Data to use:
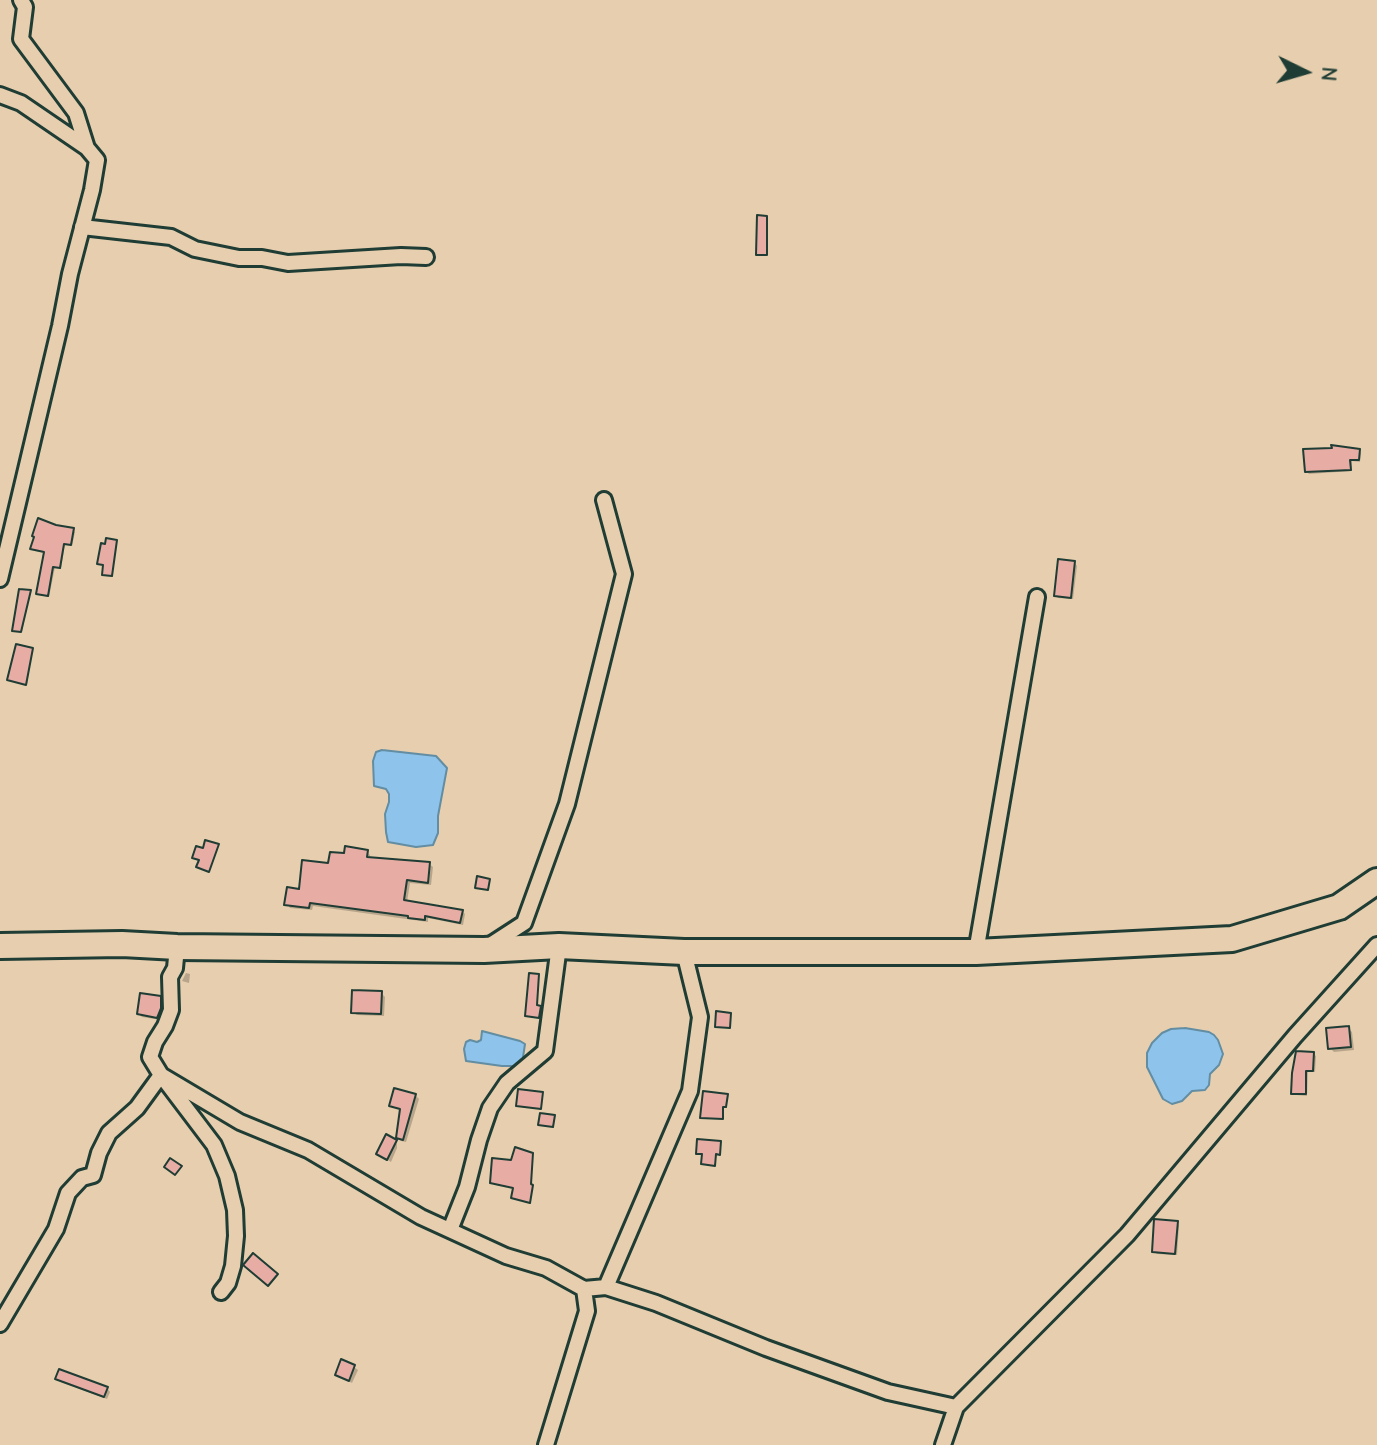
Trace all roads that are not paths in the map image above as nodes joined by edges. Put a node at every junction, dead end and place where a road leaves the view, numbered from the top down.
1 (21, 0) edge
2 (0, 95) edge
3 (87, 148) junction
4 (82, 227) junction
5 (426, 257) dead end
6 (604, 500) dead end
7 (0, 579) edge
8 (1037, 597) dead end
9 (1377, 881) edge
10 (1377, 945) edge
11 (0, 946) edge
12 (559, 946) junction
13 (177, 947) junction
14 (484, 950) junction
15 (684, 952) junction
16 (976, 952) junction
17 (161, 1075) junction
18 (450, 1230) junction
19 (606, 1287) junction
20 (584, 1289) junction
21 (221, 1292) dead end
22 (0, 1324) edge
23 (956, 1407) junction
24 (546, 1445) edge
25 (943, 1445) edge

1 - 3 street
2 - 3 street
3 - 4 street
4 - 5 street
4 - 7 street
6 - 14 street
8 - 16 street
9 - 16 highway
10 - 23 street
11 - 13 highway
12 - 14 highway
12 - 15 highway
12 - 18 street
13 - 14 highway
13 - 17 street
15 - 16 highway
15 - 19 street
17 - 18 street
17 - 21 street
17 - 22 street
18 - 20 street
19 - 20 street
19 - 23 street
20 - 24 street
23 - 25 street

Problem to work on: Exactly as written, print each entry, leaving all pictures out.

Answer space:
Trace all roads that are not paths in the map image above as nodes joined by edges. Put a node at every junction, dead end and place where a road leaves the view, numbered from the top down.
1 (21, 0) edge
2 (0, 95) edge
3 (87, 148) junction
4 (82, 227) junction
5 (426, 257) dead end
6 (604, 500) dead end
7 (0, 579) edge
8 (1037, 597) dead end
9 (1377, 881) edge
10 (1377, 945) edge
11 (0, 946) edge
12 (559, 946) junction
13 (177, 947) junction
14 (484, 950) junction
15 (684, 952) junction
16 (976, 952) junction
17 (161, 1075) junction
18 (450, 1230) junction
19 (606, 1287) junction
20 (584, 1289) junction
21 (221, 1292) dead end
22 (0, 1324) edge
23 (956, 1407) junction
24 (546, 1445) edge
25 (943, 1445) edge

1 - 3 street
2 - 3 street
3 - 4 street
4 - 5 street
4 - 7 street
6 - 14 street
8 - 16 street
9 - 16 highway
10 - 23 street
11 - 13 highway
12 - 14 highway
12 - 15 highway
12 - 18 street
13 - 14 highway
13 - 17 street
15 - 16 highway
15 - 19 street
17 - 18 street
17 - 21 street
17 - 22 street
18 - 20 street
19 - 20 street
19 - 23 street
20 - 24 street
23 - 25 street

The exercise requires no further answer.